Aim of the task
Skip the pictures and return every entry exactly as written.

[[ Input data open ]]

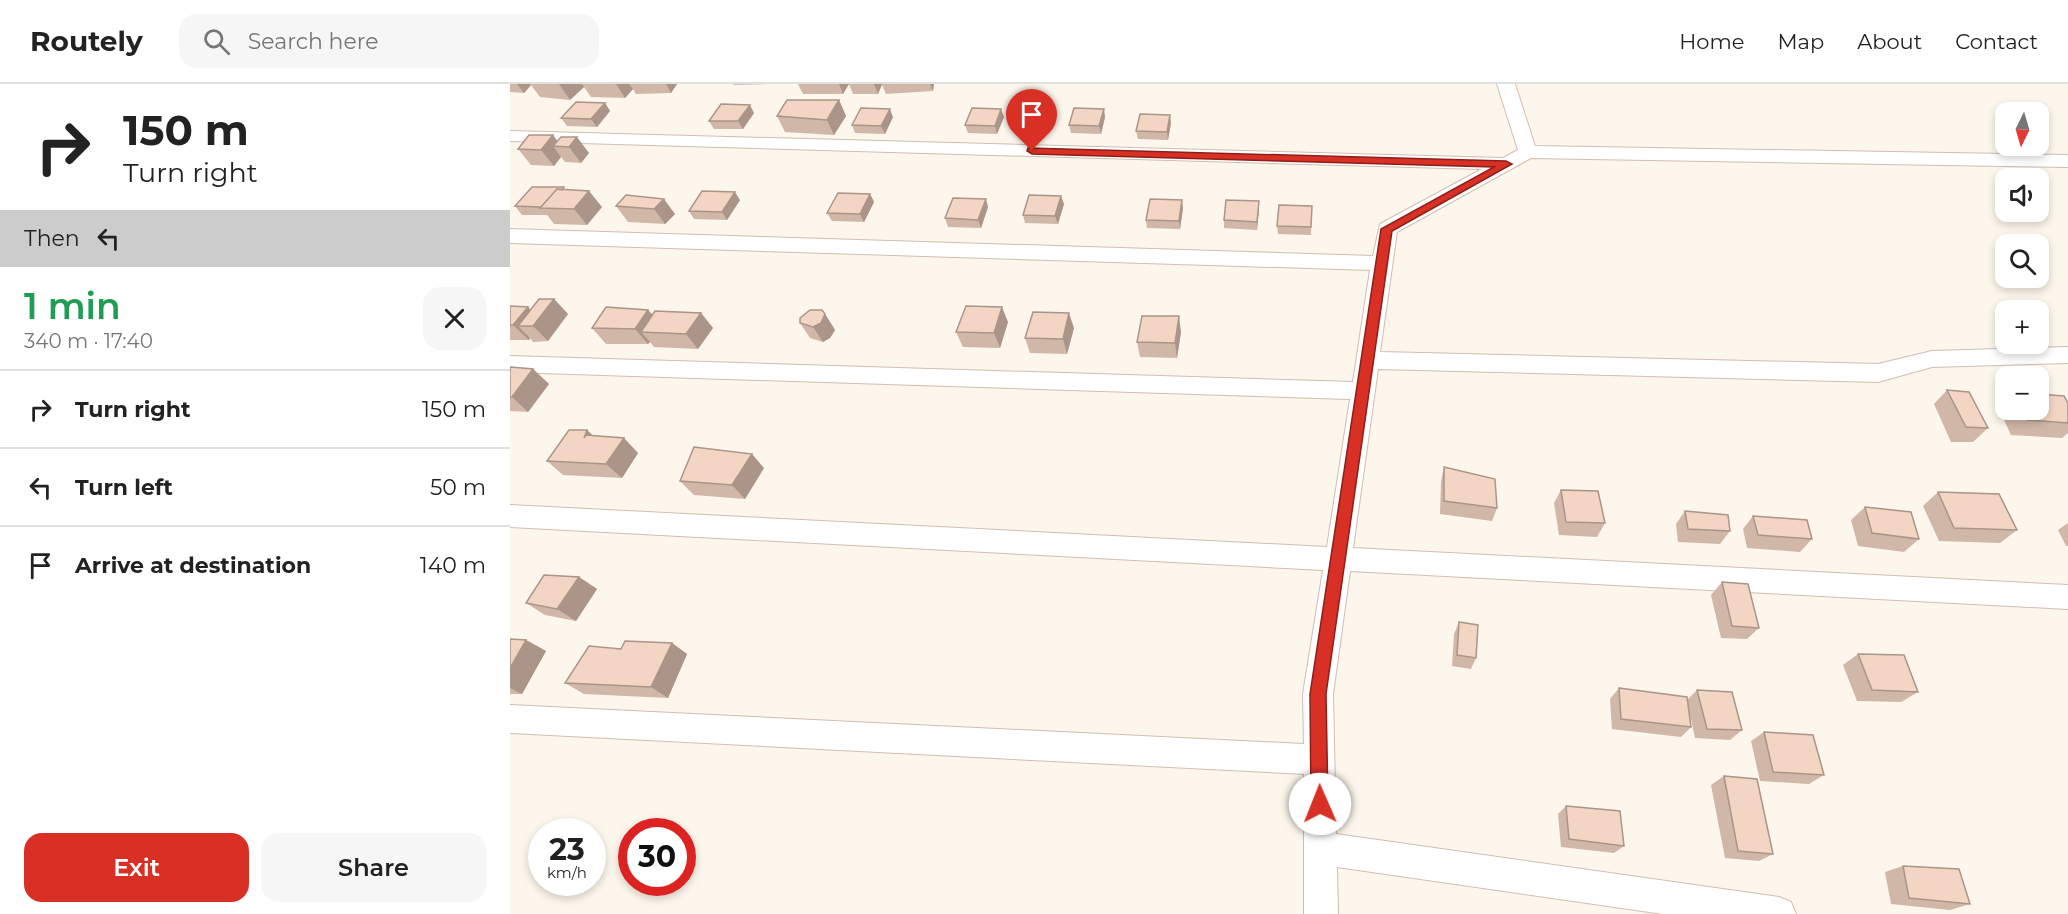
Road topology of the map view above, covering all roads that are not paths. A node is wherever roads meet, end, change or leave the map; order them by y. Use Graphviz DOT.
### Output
graph roads {
  1 [pos="1506,84"];
  2 [pos="510,136"];
  3 [pos="1517,158"];
  4 [pos="2068,160"];
  5 [pos="510,236"];
  6 [pos="1382,263"];
  7 [pos="2068,355"];
  8 [pos="1367,360"];
  9 [pos="510,364"];
  10 [pos="1362,391"];
  11 [pos="510,516"];
  12 [pos="1338,558"];
  13 [pos="2068,597"];
  14 [pos="510,719"];
  15 [pos="1319,760"];
  16 [pos="1320,848"];
  17 [pos="1321,914"];
  18 [pos="1779,914"];
  1 -- 3 [label="street"];
  2 -- 3 [label="street"];
  3 -- 4 [label="street"];
  3 -- 6 [label="street"];
  5 -- 6 [label="street"];
  6 -- 8 [label="street"];
  7 -- 8 [label="street"];
  8 -- 10 [label="street"];
  9 -- 10 [label="street"];
  10 -- 12 [label="street"];
  11 -- 12 [label="street"];
  12 -- 13 [label="street"];
  12 -- 15 [label="street"];
  14 -- 15 [label="street"];
  15 -- 16 [label="street"];
  16 -- 17 [label="street"];
  16 -- 18 [label="street"];
}
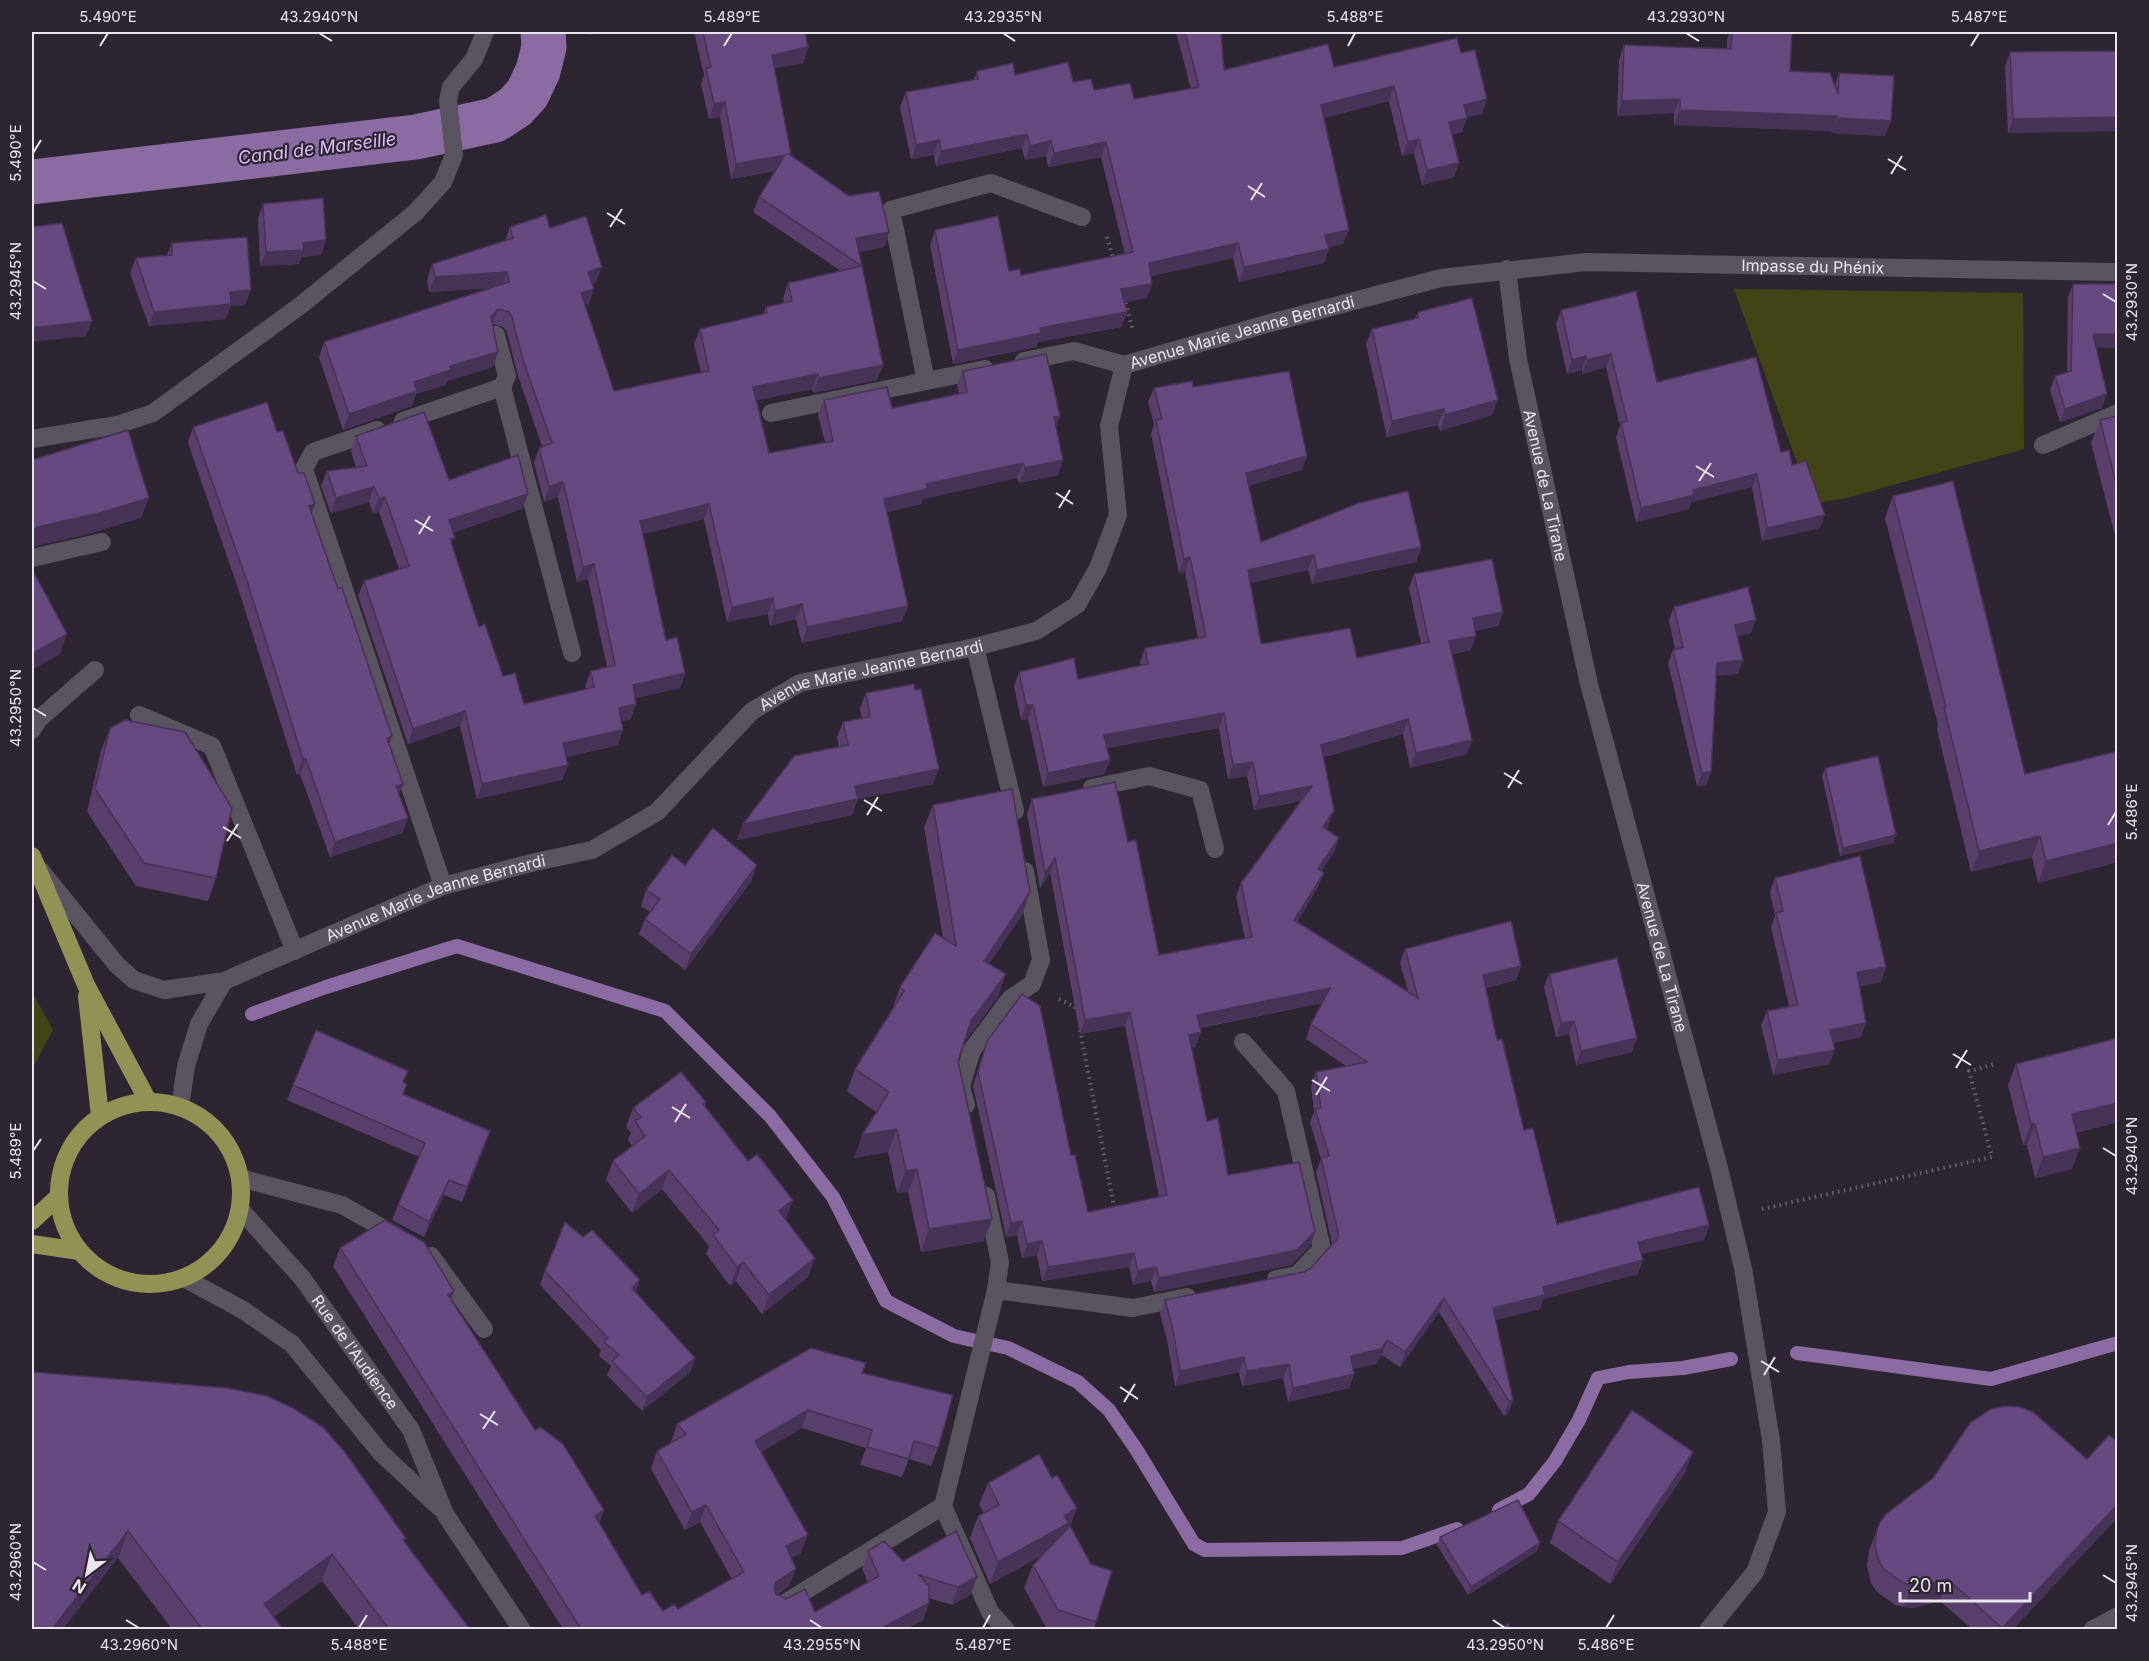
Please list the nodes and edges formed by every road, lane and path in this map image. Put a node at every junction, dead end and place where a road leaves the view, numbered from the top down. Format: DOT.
graph roads {
  1 [pos="485,32"];
  2 [pos="1082,217"];
  3 [pos="1106,232"];
  4 [pos="1114,264"];
  5 [pos="1507,269"];
  6 [pos="2118,272"];
  7 [pos="1123,296"];
  8 [pos="496,335"];
  9 [pos="1133,363"];
  10 [pos="926,381"];
  11 [pos="502,387"];
  12 [pos="771,413"];
  13 [pos="2118,413"];
  14 [pos="32,440"];
  15 [pos="2043,445"];
  16 [pos="102,542"];
  17 [pos="32,558"];
  18 [pos="975,647"];
  19 [pos="572,652"];
  20 [pos="95,670"];
  21 [pos="139,716"];
  22 [pos="32,730"];
  23 [pos="1070,793"];
  24 [pos="1036,800"];
  25 [pos="1014,805"];
  26 [pos="1017,827"];
  27 [pos="1021,849"];
  28 [pos="1215,849"];
  29 [pos="34,861"];
  30 [pos="443,886"];
  31 [pos="295,951"];
  32 [pos="224,981"];
  33 [pos="1032,984"];
  34 [pos="86,985"];
  35 [pos="1243,1042"];
  36 [pos="1996,1064"];
  37 [pos="148,1101"];
  38 [pos="180,1107"];
  39 [pos="100,1116"];
  40 [pos="969,1119"];
  41 [pos="981,1174"];
  42 [pos="240,1178"];
  43 [pos="59,1196"];
  44 [pos="240,1209"];
  45 [pos="1115,1216"];
  46 [pos="1729,1217"];
  47 [pos="32,1221"];
  48 [pos="32,1244"];
  49 [pos="79,1251"];
  50 [pos="184,1278"];
  51 [pos="1262,1282"];
  52 [pos="996,1290"];
  53 [pos="1203,1294"];
  54 [pos="484,1329"];
  55 [pos="943,1506"];
  56 [pos="445,1514"];
  57 [pos="779,1606"];
  58 [pos="2118,1616"];
  59 [pos="522,1629"];
  60 [pos="1006,1629"];
  61 [pos="1708,1629"];
  62 [pos="2092,1629"];
  1 -- 14 [label="street"];
  2 -- 10 [label="street"];
  3 -- 4 [label="path"];
  5 -- 6 [label="street, Impasse du Phénix"];
  5 -- 9 [label="street, Avenue Marie Jeanne Bernardi"];
  5 -- 46 [label="street, Avenue de La Tirane"];
  7 -- 9 [label="path"];
  8 -- 11 [label="street"];
  9 -- 10 [label="street"];
  9 -- 18 [label="street, Avenue Marie Jeanne Bernardi"];
  10 -- 12 [label="street"];
  11 -- 19 [label="street"];
  11 -- 30 [label="street"];
  13 -- 15 [label="street"];
  16 -- 17 [label="street"];
  18 -- 25 [label="street"];
  18 -- 30 [label="street, Avenue Marie Jeanne Bernardi"];
  20 -- 22 [label="street"];
  21 -- 31 [label="street"];
  23 -- 28 [label="street"];
  24 -- 25 [label="street"];
  25 -- 26 [label="street"];
  27 -- 33 [label="street"];
  29 -- 32 [label="street, Avenue Marie Jeanne Bernardi"];
  29 -- 34 [label="main road"];
  30 -- 31 [label="street, Avenue Marie Jeanne Bernardi"];
  31 -- 32 [label="street, Avenue Marie Jeanne Bernardi"];
  32 -- 38 [label="street"];
  33 -- 40 [label="street"];
  33 -- 45 [label="path"];
  34 -- 37 [label="main road"];
  34 -- 39 [label="main road"];
  35 -- 51 [label="street"];
  36 -- 46 [label="path"];
  37 -- 38 [label="main road"];
  37 -- 39 [label="main road"];
  38 -- 42 [label="main road"];
  39 -- 43 [label="main road"];
  41 -- 52 [label="street"];
  42 -- 44 [label="main road"];
  42 -- 54 [label="street"];
  43 -- 47 [label="main road"];
  43 -- 49 [label="main road"];
  44 -- 50 [label="main road"];
  44 -- 56 [label="street, Rue de l'Audience"];
  46 -- 61 [label="street, Avenue de La Tirane"];
  48 -- 49 [label="main road"];
  49 -- 50 [label="main road"];
  50 -- 56 [label="street, Rue de l'Audience"];
  52 -- 53 [label="street"];
  52 -- 55 [label="street"];
  55 -- 57 [label="street"];
  55 -- 60 [label="street"];
  56 -- 59 [label="street, Rue de l'Audience"];
  58 -- 62 [label="street"];
}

[[ Input data closed ]]

Output for this task
Road topology of the map view above, covering all roads that are not paths. A node is wherever roads meet, end, change or leave the map; order them by y. Use Graphviz DOT.
### Output
graph roads {
  1 [pos="1506,84"];
  2 [pos="510,136"];
  3 [pos="1517,158"];
  4 [pos="2068,160"];
  5 [pos="510,236"];
  6 [pos="1382,263"];
  7 [pos="2068,355"];
  8 [pos="1367,360"];
  9 [pos="510,364"];
  10 [pos="1362,391"];
  11 [pos="510,516"];
  12 [pos="1338,558"];
  13 [pos="2068,597"];
  14 [pos="510,719"];
  15 [pos="1319,760"];
  16 [pos="1320,848"];
  17 [pos="1321,914"];
  18 [pos="1779,914"];
  1 -- 3 [label="street"];
  2 -- 3 [label="street"];
  3 -- 4 [label="street"];
  3 -- 6 [label="street"];
  5 -- 6 [label="street"];
  6 -- 8 [label="street"];
  7 -- 8 [label="street"];
  8 -- 10 [label="street"];
  9 -- 10 [label="street"];
  10 -- 12 [label="street"];
  11 -- 12 [label="street"];
  12 -- 13 [label="street"];
  12 -- 15 [label="street"];
  14 -- 15 [label="street"];
  15 -- 16 [label="street"];
  16 -- 17 [label="street"];
  16 -- 18 [label="street"];
}
Please list the nodes and edges formed by every road, lane and path in this map image. Put a node at every junction, dead end and place where a road leaves the view, numbered from the top down. Format: DOT.
graph roads {
  1 [pos="485,32"];
  2 [pos="1082,217"];
  3 [pos="1106,232"];
  4 [pos="1114,264"];
  5 [pos="1507,269"];
  6 [pos="2118,272"];
  7 [pos="1123,296"];
  8 [pos="496,335"];
  9 [pos="1133,363"];
  10 [pos="926,381"];
  11 [pos="502,387"];
  12 [pos="771,413"];
  13 [pos="2118,413"];
  14 [pos="32,440"];
  15 [pos="2043,445"];
  16 [pos="102,542"];
  17 [pos="32,558"];
  18 [pos="975,647"];
  19 [pos="572,652"];
  20 [pos="95,670"];
  21 [pos="139,716"];
  22 [pos="32,730"];
  23 [pos="1070,793"];
  24 [pos="1036,800"];
  25 [pos="1014,805"];
  26 [pos="1017,827"];
  27 [pos="1021,849"];
  28 [pos="1215,849"];
  29 [pos="34,861"];
  30 [pos="443,886"];
  31 [pos="295,951"];
  32 [pos="224,981"];
  33 [pos="1032,984"];
  34 [pos="86,985"];
  35 [pos="1243,1042"];
  36 [pos="1996,1064"];
  37 [pos="148,1101"];
  38 [pos="180,1107"];
  39 [pos="100,1116"];
  40 [pos="969,1119"];
  41 [pos="981,1174"];
  42 [pos="240,1178"];
  43 [pos="59,1196"];
  44 [pos="240,1209"];
  45 [pos="1115,1216"];
  46 [pos="1729,1217"];
  47 [pos="32,1221"];
  48 [pos="32,1244"];
  49 [pos="79,1251"];
  50 [pos="184,1278"];
  51 [pos="1262,1282"];
  52 [pos="996,1290"];
  53 [pos="1203,1294"];
  54 [pos="484,1329"];
  55 [pos="943,1506"];
  56 [pos="445,1514"];
  57 [pos="779,1606"];
  58 [pos="2118,1616"];
  59 [pos="522,1629"];
  60 [pos="1006,1629"];
  61 [pos="1708,1629"];
  62 [pos="2092,1629"];
  1 -- 14 [label="street"];
  2 -- 10 [label="street"];
  3 -- 4 [label="path"];
  5 -- 6 [label="street, Impasse du Phénix"];
  5 -- 9 [label="street, Avenue Marie Jeanne Bernardi"];
  5 -- 46 [label="street, Avenue de La Tirane"];
  7 -- 9 [label="path"];
  8 -- 11 [label="street"];
  9 -- 10 [label="street"];
  9 -- 18 [label="street, Avenue Marie Jeanne Bernardi"];
  10 -- 12 [label="street"];
  11 -- 19 [label="street"];
  11 -- 30 [label="street"];
  13 -- 15 [label="street"];
  16 -- 17 [label="street"];
  18 -- 25 [label="street"];
  18 -- 30 [label="street, Avenue Marie Jeanne Bernardi"];
  20 -- 22 [label="street"];
  21 -- 31 [label="street"];
  23 -- 28 [label="street"];
  24 -- 25 [label="street"];
  25 -- 26 [label="street"];
  27 -- 33 [label="street"];
  29 -- 32 [label="street, Avenue Marie Jeanne Bernardi"];
  29 -- 34 [label="main road"];
  30 -- 31 [label="street, Avenue Marie Jeanne Bernardi"];
  31 -- 32 [label="street, Avenue Marie Jeanne Bernardi"];
  32 -- 38 [label="street"];
  33 -- 40 [label="street"];
  33 -- 45 [label="path"];
  34 -- 37 [label="main road"];
  34 -- 39 [label="main road"];
  35 -- 51 [label="street"];
  36 -- 46 [label="path"];
  37 -- 38 [label="main road"];
  37 -- 39 [label="main road"];
  38 -- 42 [label="main road"];
  39 -- 43 [label="main road"];
  41 -- 52 [label="street"];
  42 -- 44 [label="main road"];
  42 -- 54 [label="street"];
  43 -- 47 [label="main road"];
  43 -- 49 [label="main road"];
  44 -- 50 [label="main road"];
  44 -- 56 [label="street, Rue de l'Audience"];
  46 -- 61 [label="street, Avenue de La Tirane"];
  48 -- 49 [label="main road"];
  49 -- 50 [label="main road"];
  50 -- 56 [label="street, Rue de l'Audience"];
  52 -- 53 [label="street"];
  52 -- 55 [label="street"];
  55 -- 57 [label="street"];
  55 -- 60 [label="street"];
  56 -- 59 [label="street, Rue de l'Audience"];
  58 -- 62 [label="street"];
}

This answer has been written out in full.